Does this sound familiar? You go to bed at the same time every night and rise at the same time every morning, roughly eight hours later, as recommended. But throughout the night, you wake up several times and can’t easily fall back asleep.

So, are you resting well? And how can you fall asleep quickly after you awake in the wee hours?

Generally, going to bed and getting up on schedule helps with restful sleep, according to Harvard Medical School.
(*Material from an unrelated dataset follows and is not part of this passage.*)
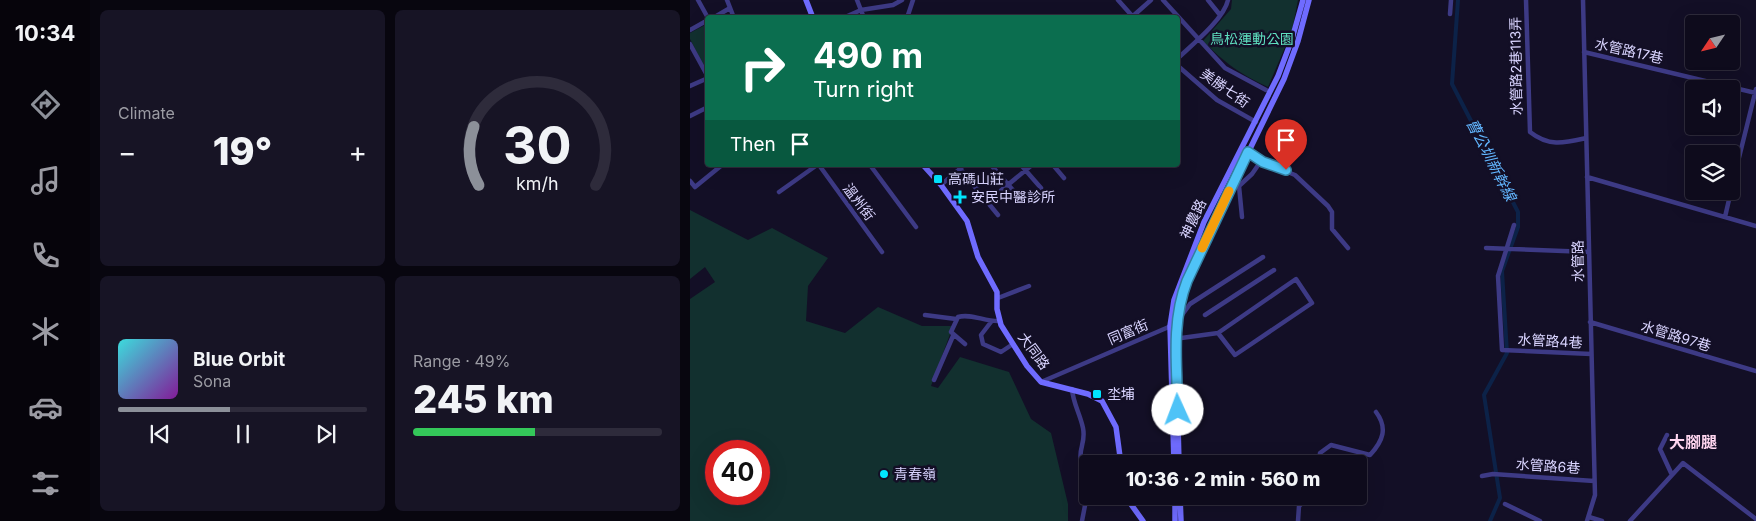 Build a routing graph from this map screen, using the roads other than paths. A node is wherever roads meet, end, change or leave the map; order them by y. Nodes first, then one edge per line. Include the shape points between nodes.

“Keep regular hours,” says Grace Adeniji-Ilesanmi, a nurse practitioner with Unum. “Routine is good.”

But it’s not foolproof.

A few reasons you might not be sleeping through the night, according to Harvard Medical School and the National Sleep Foundation:

  • You drank alcohol. Alcohol depresses your nervous system, so it might help you fall asleep, but that effect goes away after a few hours and can cause you to wake up. Alcohol also reduces the amount of deep sleep you get.
  • You had caffeine in the afternoon or evening. Caffeine generally has a half-life of five hours. That means if you have a cup of coffee at 4 p.m., half the caffeine you slurped up is still in you at 9 p.m., and one quarter is still in you at 2 a.m.!
  • You sat around all day. When you get some physical activity, it increases your restorative deep sleep for the same night, and you awaken less often.
  • You exercised shortly before bed. Try to finish your workout several hours before sleepy-time.
  • Your mattress and pillows are uncomfortable. This one seems like a no-brainer, but I’ve been guilty of ignoring it.
  • Your bedroom is too hot. Cooler is better, though not below 54 degrees (or higher than 75 degrees), and warmth of bedding matters.
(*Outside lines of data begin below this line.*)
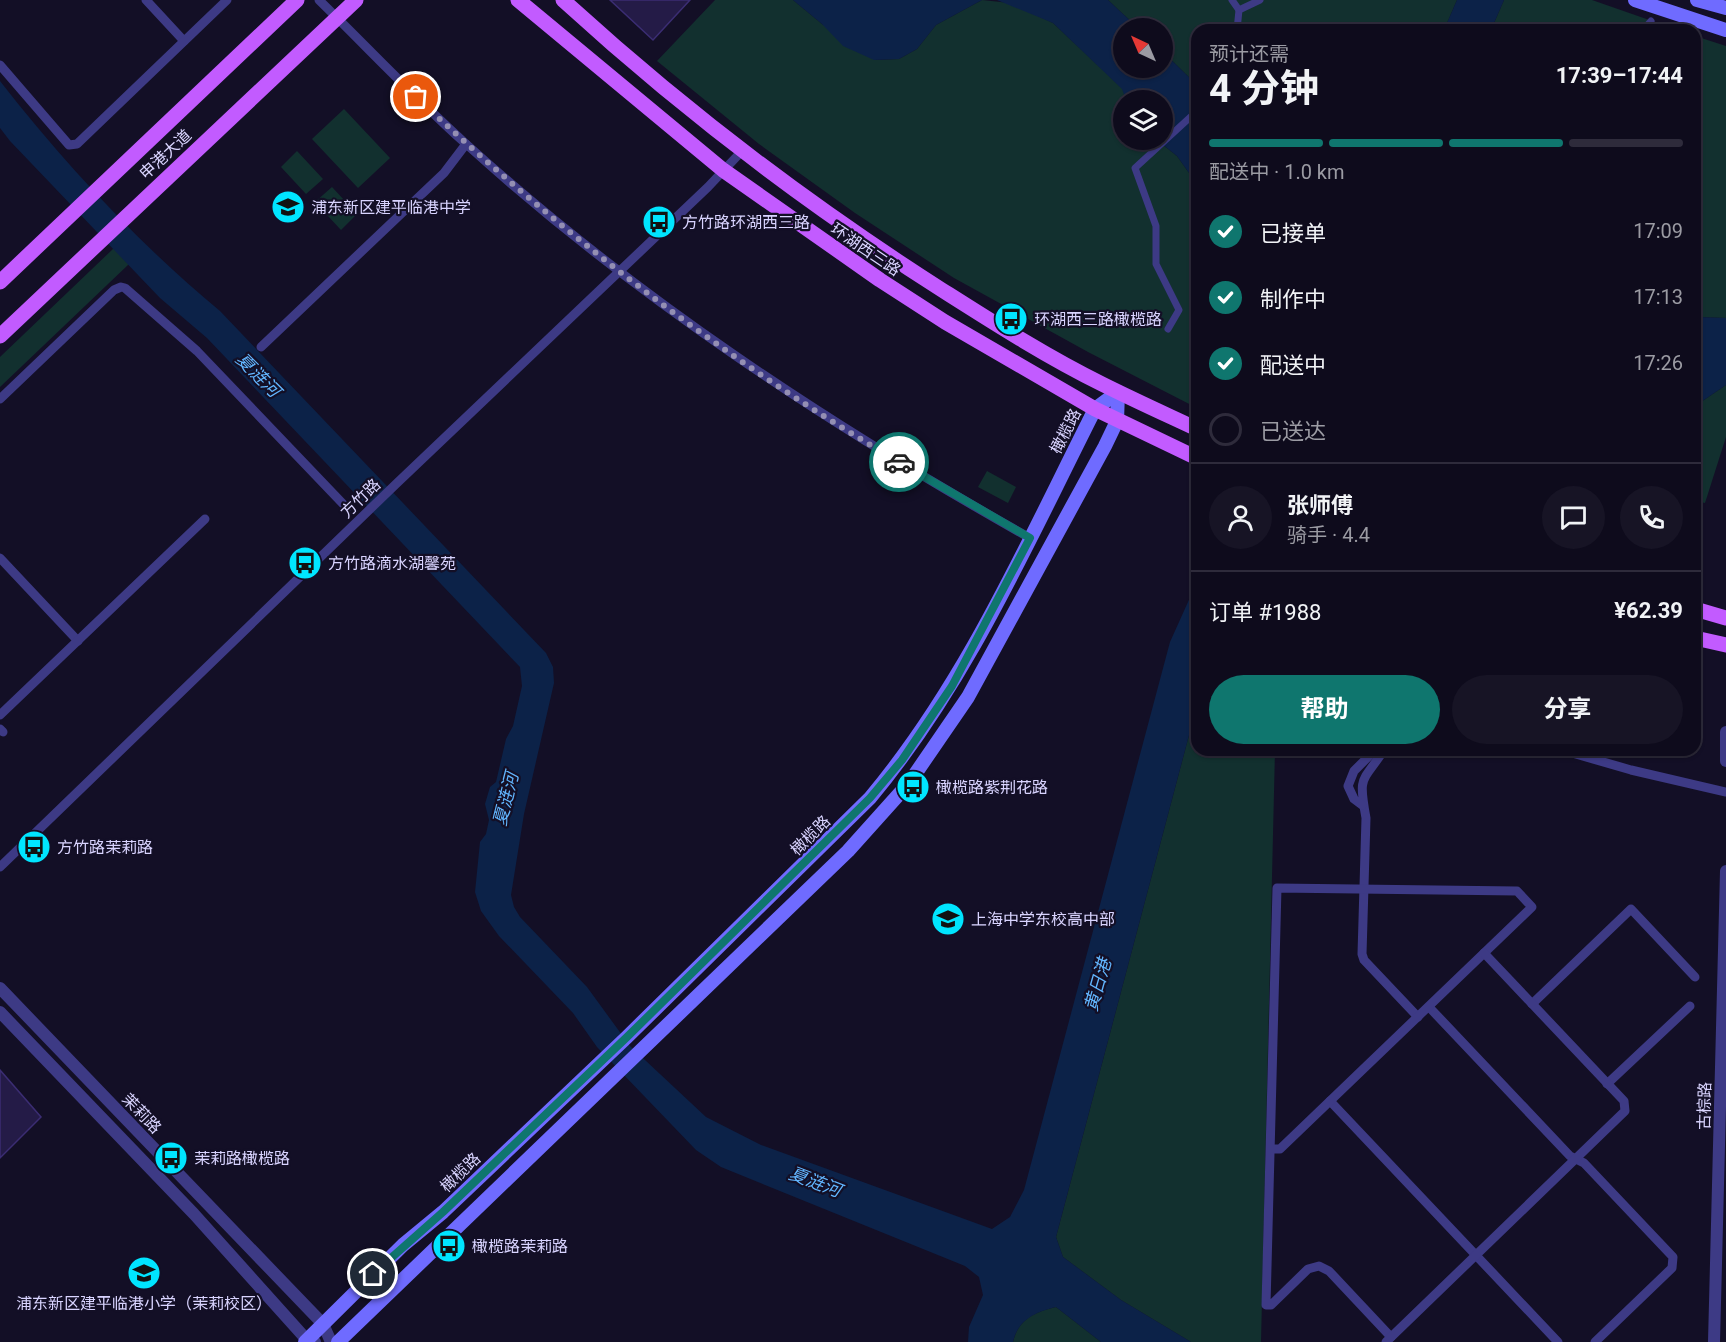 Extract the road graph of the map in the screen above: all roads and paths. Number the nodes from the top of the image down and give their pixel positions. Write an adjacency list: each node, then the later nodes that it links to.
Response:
1 (146, 0): 19 (street)
2 (227, 0): 19 (street)
3 (297, 0): 26 (main road, 申港大道)
4 (319, 0): 14 (street)
5 (356, 0): 14 (main road, 申港大道)
6 (518, 0): 24 (main road, 环湖西三路)
7 (563, 0): 23 (main road, 环湖西三路)
8 (1232, 0): 13 (street)
9 (1260, 0): 13 (street)
10 (1635, 0): 18 (main road)
11 (1697, 0): 12 (main road)
12 (1726, 8)
13 (1239, 10): 16 (street)
14 (337, 18): 22 (street); 28 (main road, 申港大道)
15 (1651, 21): 17 (street)
16 (1238, 24)
17 (1648, 24)
18 (1726, 30)
19 (184, 41): 20 (street)
20 (0, 65)
21 (1191, 117): 27 (street)
22 (466, 144): 25 (street); 29 (street)
23 (741, 152): 24 (street, 方竹路); 30 (main road, 环湖西三路)
24 (723, 170): 25 (street, 方竹路); 32 (main road, 环湖西三路)
25 (619, 272): 38 (street); 53 (street, 方竹路)
26 (0, 282)
27 (1168, 329)
28 (0, 336)
29 (261, 347)
30 (1118, 392): 32 (main road, 橄榄路); 33 (main road); 34 (main road, 环湖西三路)
31 (0, 399): 36 (street)
32 (1095, 409): 33 (main road, 环湖西三路); 38 (main road, 橄榄路)
33 (1118, 421): 35 (main road, 环湖西三路); 74 (main road)
34 (1191, 426)
35 (1191, 455)
36 (347, 508)
37 (205, 519): 43 (street)
38 (1030, 538): 70 (main road, 橄榄路)
39 (0, 558): 43 (street)
40 (1701, 611): 41 (main road)
41 (1726, 618)
42 (1701, 639): 44 (main road)
43 (78, 641): 45 (street)
44 (1726, 645)
45 (0, 715)
46 (1726, 732): 50 (street)
47 (1369, 756): 52 (street)
48 (1380, 756): 52 (street)
49 (1583, 756): 51 (street)
50 (1726, 761)
51 (1726, 792)
52 (1362, 805): 55 (street)
53 (0, 867)
54 (1726, 871): 60 (street, 古棕路)
55 (1363, 889): 56 (street); 64 (street); 67 (street)
56 (1484, 953): 59 (street); 62 (street)
57 (1695, 977): 59 (street)
58 (0, 988): 70 (street, 茉莉路)
59 (1532, 1004): 65 (street)
60 (1724, 1005): 77 (street, 古棕路)
61 (1690, 1006): 65 (street)
62 (1429, 1007): 64 (street); 68 (street)
63 (0, 1012): 72 (street, 茉莉路)
64 (1418, 1017): 66 (street)
65 (1607, 1083): 68 (street)
66 (1330, 1101): 67 (street); 69 (street)
67 (1271, 1149): 71 (street)
68 (1577, 1159): 69 (street); 76 (street)
69 (1476, 1255): 71 (street); 75 (street)
70 (323, 1324): 72 (main road, 橄榄路); 73 (street, 茉莉路)
71 (1388, 1340)
72 (309, 1341)
73 (331, 1342)
74 (338, 1342)
75 (1558, 1342)
76 (1595, 1342)
77 (1714, 1342)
Of course, severe reasons, such as restless legs syndrome or chronic pain, make it hard to sleep. If this describes you, don’t despair. It might take some research or consulting with specialists to find a solution.

If none of the above nor obvious factors – like noise – apply, stress is probably messing with your shut-eye.

If you’re still wide-eyed 20 minutes after awakening, get out of bed. Try deep breathing and seated forward bends, which are calming.

If you can verbalize what you’re worrying about, remind yourself that worrying does no good. Of course, that  can be hard to do when worrying is exactly what woke you up.

So instead try this: Grab a piece of paper and write down what you’re stressing over. If it’s something you can tackle, put the paper in a place you’ll see after you’ve slept. If it’s not – worry usually gloms on to things you have no control over – put the paper in a designated box, and tell yourself you’re releasing your worry to that box in order to check on it in the future if you feel like it (you won’t).

The act of writing down what’s troubling you, and then giving it a home, helps boot it from the home it’s made in your head.